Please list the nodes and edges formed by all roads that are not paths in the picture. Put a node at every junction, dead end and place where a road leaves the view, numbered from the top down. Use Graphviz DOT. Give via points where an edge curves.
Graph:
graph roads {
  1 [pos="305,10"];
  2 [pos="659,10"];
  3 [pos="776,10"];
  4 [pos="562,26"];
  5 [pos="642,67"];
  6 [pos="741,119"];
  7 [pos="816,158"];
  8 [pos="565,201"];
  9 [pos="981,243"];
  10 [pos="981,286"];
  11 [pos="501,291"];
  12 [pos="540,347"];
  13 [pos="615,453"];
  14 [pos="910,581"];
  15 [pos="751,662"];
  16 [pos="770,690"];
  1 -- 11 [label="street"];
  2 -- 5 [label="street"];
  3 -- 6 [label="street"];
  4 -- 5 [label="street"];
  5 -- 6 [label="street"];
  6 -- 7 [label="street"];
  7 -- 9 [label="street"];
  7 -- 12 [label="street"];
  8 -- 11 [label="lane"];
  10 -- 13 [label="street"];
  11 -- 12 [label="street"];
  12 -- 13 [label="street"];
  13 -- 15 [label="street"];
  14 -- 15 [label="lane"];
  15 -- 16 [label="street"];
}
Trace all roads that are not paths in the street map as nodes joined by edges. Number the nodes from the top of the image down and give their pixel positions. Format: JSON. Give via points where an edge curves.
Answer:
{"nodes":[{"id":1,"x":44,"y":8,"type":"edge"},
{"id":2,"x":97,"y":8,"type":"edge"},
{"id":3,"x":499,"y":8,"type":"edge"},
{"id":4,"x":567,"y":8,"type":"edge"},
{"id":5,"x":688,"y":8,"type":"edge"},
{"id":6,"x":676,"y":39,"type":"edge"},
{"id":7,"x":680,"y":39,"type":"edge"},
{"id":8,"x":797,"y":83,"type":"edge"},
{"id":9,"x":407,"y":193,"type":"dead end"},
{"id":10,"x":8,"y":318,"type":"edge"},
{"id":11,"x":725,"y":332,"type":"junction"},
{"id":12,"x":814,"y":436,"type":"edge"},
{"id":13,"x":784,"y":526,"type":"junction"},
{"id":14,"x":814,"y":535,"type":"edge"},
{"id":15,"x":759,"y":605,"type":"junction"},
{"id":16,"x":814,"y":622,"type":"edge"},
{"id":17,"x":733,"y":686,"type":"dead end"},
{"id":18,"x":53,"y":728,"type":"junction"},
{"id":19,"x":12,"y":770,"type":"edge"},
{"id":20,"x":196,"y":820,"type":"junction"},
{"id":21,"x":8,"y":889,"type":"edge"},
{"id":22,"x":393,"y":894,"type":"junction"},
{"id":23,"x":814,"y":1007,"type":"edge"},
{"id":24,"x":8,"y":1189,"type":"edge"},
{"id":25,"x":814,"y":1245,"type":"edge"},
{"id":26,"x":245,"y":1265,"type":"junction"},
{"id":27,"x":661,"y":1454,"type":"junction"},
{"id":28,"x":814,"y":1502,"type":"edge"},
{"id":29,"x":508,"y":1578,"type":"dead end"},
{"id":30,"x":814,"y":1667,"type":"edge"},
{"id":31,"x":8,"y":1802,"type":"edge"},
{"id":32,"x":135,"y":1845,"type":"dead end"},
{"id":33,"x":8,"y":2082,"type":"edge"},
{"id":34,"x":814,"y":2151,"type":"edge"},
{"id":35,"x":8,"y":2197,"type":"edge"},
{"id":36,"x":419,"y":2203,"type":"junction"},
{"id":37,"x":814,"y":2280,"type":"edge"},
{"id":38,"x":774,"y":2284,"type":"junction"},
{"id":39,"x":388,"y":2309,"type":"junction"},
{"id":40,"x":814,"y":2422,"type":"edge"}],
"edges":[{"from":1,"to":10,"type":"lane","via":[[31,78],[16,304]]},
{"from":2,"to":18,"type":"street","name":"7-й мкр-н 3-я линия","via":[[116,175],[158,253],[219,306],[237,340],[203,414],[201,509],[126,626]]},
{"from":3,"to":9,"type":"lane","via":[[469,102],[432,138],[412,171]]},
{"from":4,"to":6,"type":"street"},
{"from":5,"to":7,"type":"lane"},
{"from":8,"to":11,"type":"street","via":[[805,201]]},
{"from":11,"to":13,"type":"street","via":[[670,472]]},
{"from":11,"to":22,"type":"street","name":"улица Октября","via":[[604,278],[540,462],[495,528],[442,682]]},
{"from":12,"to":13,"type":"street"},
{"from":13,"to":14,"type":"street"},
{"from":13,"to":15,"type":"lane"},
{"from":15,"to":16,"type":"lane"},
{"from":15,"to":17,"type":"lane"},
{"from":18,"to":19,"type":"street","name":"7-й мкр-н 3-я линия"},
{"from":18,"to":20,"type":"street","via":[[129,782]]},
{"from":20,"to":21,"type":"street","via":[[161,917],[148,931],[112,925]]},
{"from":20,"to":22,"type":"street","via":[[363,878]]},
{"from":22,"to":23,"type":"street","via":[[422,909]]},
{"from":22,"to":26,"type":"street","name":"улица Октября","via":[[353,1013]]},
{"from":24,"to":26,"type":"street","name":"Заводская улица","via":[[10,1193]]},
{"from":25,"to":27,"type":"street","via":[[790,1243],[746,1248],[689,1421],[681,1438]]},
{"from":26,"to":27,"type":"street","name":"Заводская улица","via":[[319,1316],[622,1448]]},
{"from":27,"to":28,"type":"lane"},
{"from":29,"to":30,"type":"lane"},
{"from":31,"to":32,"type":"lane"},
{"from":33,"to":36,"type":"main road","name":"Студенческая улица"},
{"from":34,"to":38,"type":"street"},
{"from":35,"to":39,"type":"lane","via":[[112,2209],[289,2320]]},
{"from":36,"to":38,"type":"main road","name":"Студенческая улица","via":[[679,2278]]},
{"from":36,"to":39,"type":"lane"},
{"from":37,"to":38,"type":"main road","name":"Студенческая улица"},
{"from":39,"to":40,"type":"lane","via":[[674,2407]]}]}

===

• TASK DESCRIPTION: Going line by line, copy the data above exactly.

• RESULT FOR THIS EXERCISE:
Please list the nodes and edges formed by all roads that are not paths in the picture. Put a node at every junction, dead end and place where a road leaves the view, numbered from the top down. Use Graphviz DOT. Give via points where an edge curves.
Graph:
graph roads {
  1 [pos="305,10"];
  2 [pos="659,10"];
  3 [pos="776,10"];
  4 [pos="562,26"];
  5 [pos="642,67"];
  6 [pos="741,119"];
  7 [pos="816,158"];
  8 [pos="565,201"];
  9 [pos="981,243"];
  10 [pos="981,286"];
  11 [pos="501,291"];
  12 [pos="540,347"];
  13 [pos="615,453"];
  14 [pos="910,581"];
  15 [pos="751,662"];
  16 [pos="770,690"];
  1 -- 11 [label="street"];
  2 -- 5 [label="street"];
  3 -- 6 [label="street"];
  4 -- 5 [label="street"];
  5 -- 6 [label="street"];
  6 -- 7 [label="street"];
  7 -- 9 [label="street"];
  7 -- 12 [label="street"];
  8 -- 11 [label="lane"];
  10 -- 13 [label="street"];
  11 -- 12 [label="street"];
  12 -- 13 [label="street"];
  13 -- 15 [label="street"];
  14 -- 15 [label="lane"];
  15 -- 16 [label="street"];
}
Trace all roads that are not paths in the street map as nodes joined by edges. Number the nodes from the top of the image down and give their pixel positions. Format: JSON. Give via points where an edge curves.
Answer:
{"nodes":[{"id":1,"x":44,"y":8,"type":"edge"},
{"id":2,"x":97,"y":8,"type":"edge"},
{"id":3,"x":499,"y":8,"type":"edge"},
{"id":4,"x":567,"y":8,"type":"edge"},
{"id":5,"x":688,"y":8,"type":"edge"},
{"id":6,"x":676,"y":39,"type":"edge"},
{"id":7,"x":680,"y":39,"type":"edge"},
{"id":8,"x":797,"y":83,"type":"edge"},
{"id":9,"x":407,"y":193,"type":"dead end"},
{"id":10,"x":8,"y":318,"type":"edge"},
{"id":11,"x":725,"y":332,"type":"junction"},
{"id":12,"x":814,"y":436,"type":"edge"},
{"id":13,"x":784,"y":526,"type":"junction"},
{"id":14,"x":814,"y":535,"type":"edge"},
{"id":15,"x":759,"y":605,"type":"junction"},
{"id":16,"x":814,"y":622,"type":"edge"},
{"id":17,"x":733,"y":686,"type":"dead end"},
{"id":18,"x":53,"y":728,"type":"junction"},
{"id":19,"x":12,"y":770,"type":"edge"},
{"id":20,"x":196,"y":820,"type":"junction"},
{"id":21,"x":8,"y":889,"type":"edge"},
{"id":22,"x":393,"y":894,"type":"junction"},
{"id":23,"x":814,"y":1007,"type":"edge"},
{"id":24,"x":8,"y":1189,"type":"edge"},
{"id":25,"x":814,"y":1245,"type":"edge"},
{"id":26,"x":245,"y":1265,"type":"junction"},
{"id":27,"x":661,"y":1454,"type":"junction"},
{"id":28,"x":814,"y":1502,"type":"edge"},
{"id":29,"x":508,"y":1578,"type":"dead end"},
{"id":30,"x":814,"y":1667,"type":"edge"},
{"id":31,"x":8,"y":1802,"type":"edge"},
{"id":32,"x":135,"y":1845,"type":"dead end"},
{"id":33,"x":8,"y":2082,"type":"edge"},
{"id":34,"x":814,"y":2151,"type":"edge"},
{"id":35,"x":8,"y":2197,"type":"edge"},
{"id":36,"x":419,"y":2203,"type":"junction"},
{"id":37,"x":814,"y":2280,"type":"edge"},
{"id":38,"x":774,"y":2284,"type":"junction"},
{"id":39,"x":388,"y":2309,"type":"junction"},
{"id":40,"x":814,"y":2422,"type":"edge"}],
"edges":[{"from":1,"to":10,"type":"lane","via":[[31,78],[16,304]]},
{"from":2,"to":18,"type":"street","name":"7-й мкр-н 3-я линия","via":[[116,175],[158,253],[219,306],[237,340],[203,414],[201,509],[126,626]]},
{"from":3,"to":9,"type":"lane","via":[[469,102],[432,138],[412,171]]},
{"from":4,"to":6,"type":"street"},
{"from":5,"to":7,"type":"lane"},
{"from":8,"to":11,"type":"street","via":[[805,201]]},
{"from":11,"to":13,"type":"street","via":[[670,472]]},
{"from":11,"to":22,"type":"street","name":"улица Октября","via":[[604,278],[540,462],[495,528],[442,682]]},
{"from":12,"to":13,"type":"street"},
{"from":13,"to":14,"type":"street"},
{"from":13,"to":15,"type":"lane"},
{"from":15,"to":16,"type":"lane"},
{"from":15,"to":17,"type":"lane"},
{"from":18,"to":19,"type":"street","name":"7-й мкр-н 3-я линия"},
{"from":18,"to":20,"type":"street","via":[[129,782]]},
{"from":20,"to":21,"type":"street","via":[[161,917],[148,931],[112,925]]},
{"from":20,"to":22,"type":"street","via":[[363,878]]},
{"from":22,"to":23,"type":"street","via":[[422,909]]},
{"from":22,"to":26,"type":"street","name":"улица Октября","via":[[353,1013]]},
{"from":24,"to":26,"type":"street","name":"Заводская улица","via":[[10,1193]]},
{"from":25,"to":27,"type":"street","via":[[790,1243],[746,1248],[689,1421],[681,1438]]},
{"from":26,"to":27,"type":"street","name":"Заводская улица","via":[[319,1316],[622,1448]]},
{"from":27,"to":28,"type":"lane"},
{"from":29,"to":30,"type":"lane"},
{"from":31,"to":32,"type":"lane"},
{"from":33,"to":36,"type":"main road","name":"Студенческая улица"},
{"from":34,"to":38,"type":"street"},
{"from":35,"to":39,"type":"lane","via":[[112,2209],[289,2320]]},
{"from":36,"to":38,"type":"main road","name":"Студенческая улица","via":[[679,2278]]},
{"from":36,"to":39,"type":"lane"},
{"from":37,"to":38,"type":"main road","name":"Студенческая улица"},
{"from":39,"to":40,"type":"lane","via":[[674,2407]]}]}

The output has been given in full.